Berry does not see public risk regarding the residential setting outbreak.

“I see it as a potential risk to our numbers, because you can tend to have cases spread when people live close together,” Berry said. “But, we’re not seeing a generalized risk to the public from this one.”

Jefferson Healthcare officials were waiting to hear word late afternoon Wednesday if the hospital would be considered for a shipment of Pfizer’s vaccine next week, so that the large vaccination clinic can resume. This week, the hospital did not receive any Pfizer vaccine and only about 200 doses of Moderna’s vaccine, said Amy Yaley, spokesperson for Jefferson Healthcare.

The drive-through clinic at Jefferson Healthcare will be open today for patients of the 1A group that are due for their second shot. Those second doses were saved by the hospital for this use and those people have already been contacted, Yaley said.

Locke urges residents to remain cautious — especially those aged 20 to 39, a population with the fastest growing rate of new cases nationwide — and continue to wear properly fitted face masks (masks should cover the nose and mouth and lie flush against the face), practice social distancing and wash hands frequently, especially given the appearance of the U.K. variant.

“It’s out there and it’s going to spread because it is more contagious,” Locke said. “It’s going to become more and more prevalent and it just underscores the importance of the masking, the distancing and the hand washing.

“There are people who that are sick of doing that and they’re starting to take risks again or they somehow convince themselves that the threat has passed and that is not true. The risk is as great as it’s ever been,” he continued.
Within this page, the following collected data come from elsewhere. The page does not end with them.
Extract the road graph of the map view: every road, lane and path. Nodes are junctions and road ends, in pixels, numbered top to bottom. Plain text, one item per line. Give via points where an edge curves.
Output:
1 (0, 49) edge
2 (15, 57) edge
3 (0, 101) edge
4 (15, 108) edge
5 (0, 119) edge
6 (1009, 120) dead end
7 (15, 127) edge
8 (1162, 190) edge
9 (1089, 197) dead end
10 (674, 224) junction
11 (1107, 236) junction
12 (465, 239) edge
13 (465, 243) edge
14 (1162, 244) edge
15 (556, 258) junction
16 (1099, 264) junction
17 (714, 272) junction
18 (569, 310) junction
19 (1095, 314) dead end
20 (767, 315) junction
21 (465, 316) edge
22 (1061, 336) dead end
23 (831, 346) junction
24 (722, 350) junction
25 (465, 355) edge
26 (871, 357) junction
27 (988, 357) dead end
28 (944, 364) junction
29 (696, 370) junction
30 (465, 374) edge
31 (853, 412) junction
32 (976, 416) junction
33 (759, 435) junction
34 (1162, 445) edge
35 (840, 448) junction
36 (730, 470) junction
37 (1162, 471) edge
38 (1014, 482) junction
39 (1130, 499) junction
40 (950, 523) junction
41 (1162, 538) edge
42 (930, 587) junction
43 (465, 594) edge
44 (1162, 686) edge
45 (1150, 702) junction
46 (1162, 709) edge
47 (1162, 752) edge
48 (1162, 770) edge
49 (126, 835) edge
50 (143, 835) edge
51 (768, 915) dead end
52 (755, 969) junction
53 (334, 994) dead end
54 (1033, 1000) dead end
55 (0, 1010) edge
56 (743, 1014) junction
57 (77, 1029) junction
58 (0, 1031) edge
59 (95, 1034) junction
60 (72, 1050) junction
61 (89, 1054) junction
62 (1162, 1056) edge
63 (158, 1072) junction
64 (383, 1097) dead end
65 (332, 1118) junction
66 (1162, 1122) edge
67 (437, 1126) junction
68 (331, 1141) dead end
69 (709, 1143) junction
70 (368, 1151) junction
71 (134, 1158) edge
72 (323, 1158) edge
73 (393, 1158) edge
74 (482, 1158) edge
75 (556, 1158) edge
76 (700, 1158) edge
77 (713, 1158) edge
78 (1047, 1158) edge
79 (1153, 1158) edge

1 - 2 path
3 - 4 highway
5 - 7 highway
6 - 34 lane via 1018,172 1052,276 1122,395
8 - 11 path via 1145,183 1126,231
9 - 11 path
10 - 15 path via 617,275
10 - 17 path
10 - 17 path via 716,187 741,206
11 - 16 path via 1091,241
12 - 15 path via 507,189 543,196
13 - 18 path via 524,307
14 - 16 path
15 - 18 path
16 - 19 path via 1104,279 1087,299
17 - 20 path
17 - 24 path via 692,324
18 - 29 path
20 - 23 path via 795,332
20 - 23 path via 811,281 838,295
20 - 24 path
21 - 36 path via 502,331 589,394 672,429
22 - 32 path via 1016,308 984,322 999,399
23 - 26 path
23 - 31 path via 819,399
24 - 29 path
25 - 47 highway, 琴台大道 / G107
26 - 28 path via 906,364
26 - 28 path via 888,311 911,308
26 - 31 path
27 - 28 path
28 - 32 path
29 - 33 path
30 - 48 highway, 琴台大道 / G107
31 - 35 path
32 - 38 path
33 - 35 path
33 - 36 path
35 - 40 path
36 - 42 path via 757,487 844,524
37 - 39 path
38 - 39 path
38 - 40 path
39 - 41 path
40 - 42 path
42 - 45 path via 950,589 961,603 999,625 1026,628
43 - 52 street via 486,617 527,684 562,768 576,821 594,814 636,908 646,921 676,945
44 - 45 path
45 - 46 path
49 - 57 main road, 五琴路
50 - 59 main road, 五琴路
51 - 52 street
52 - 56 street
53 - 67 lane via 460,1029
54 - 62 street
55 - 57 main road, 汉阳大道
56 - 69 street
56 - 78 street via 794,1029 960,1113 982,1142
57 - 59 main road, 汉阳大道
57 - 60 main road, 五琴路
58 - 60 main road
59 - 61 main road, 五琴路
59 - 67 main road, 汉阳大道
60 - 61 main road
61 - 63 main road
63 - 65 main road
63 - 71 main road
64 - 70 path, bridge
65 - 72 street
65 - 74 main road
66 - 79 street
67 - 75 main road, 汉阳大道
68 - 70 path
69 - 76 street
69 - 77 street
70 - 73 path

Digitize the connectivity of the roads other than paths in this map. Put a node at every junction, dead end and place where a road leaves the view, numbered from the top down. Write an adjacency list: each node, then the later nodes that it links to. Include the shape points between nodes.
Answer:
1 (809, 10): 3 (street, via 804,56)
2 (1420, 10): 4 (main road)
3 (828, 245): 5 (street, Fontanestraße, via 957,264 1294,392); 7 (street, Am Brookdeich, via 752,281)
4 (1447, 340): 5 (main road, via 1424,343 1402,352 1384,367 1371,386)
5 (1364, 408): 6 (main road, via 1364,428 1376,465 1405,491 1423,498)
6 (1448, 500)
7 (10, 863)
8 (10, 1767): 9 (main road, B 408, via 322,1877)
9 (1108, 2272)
“If people are not careful, the variant could spread even faster than it might otherwise.”

Berry is concerned about the U.K. variant potentially causing a surge in cases and recommends people evaluate what face masks they are using to protect themselves and others.

Surgical and N95s are fine, as long as worn properly over the nose and mouth and tight against the face, she said. Cloth masks need to be made of at least two layers of cloth to be effective and people need to wash them regularly; cloth masks also must be worn correctly, she said.

“I’m still seeing people wear them below their nose, and that doesn’t protect you or the people around you,” she said.

Clallam County has received enough vaccine this week to resume vaccination clinics next week, with scheduling for the Sequim and Port Angeles clinics going live today (Thursday) at 9 a.m. at vaccine.clallam.net/register, Berry said.

So far this month, Clallam County has confirmed 177 cases, about 19.3 percent of the 916 it has confirmed since March, according to Clallam County Public Health data.

Jefferson County has confirmed 70 cases of COVID-19, about 24.1 percent of the 290 it has confirmed since March, according to Jefferson County Public Health data.

Forty-one COVID-19 cases were active as of Wednesday in Clallam County, and three people were hospitalized with two in the Intensive Care Unit.

Jefferson County had 11 active cases.

The test positivity on the Peninsula — the percentage of tests returned positive — was 3.3 percent in Clallam County for Jan. 10-24, and 2.37 percent in Jefferson County for Jan. 18-24.

Clallam County had a case rate of 85 per 100,000 population for the two weeks prior as of Wednesday, however that doesn’t include the Wednesday’s cases due to reporting delays, said Berry.

Jefferson County’s case rate was at about 72.10 per 100,000 for the two weeks prior as of Saturday.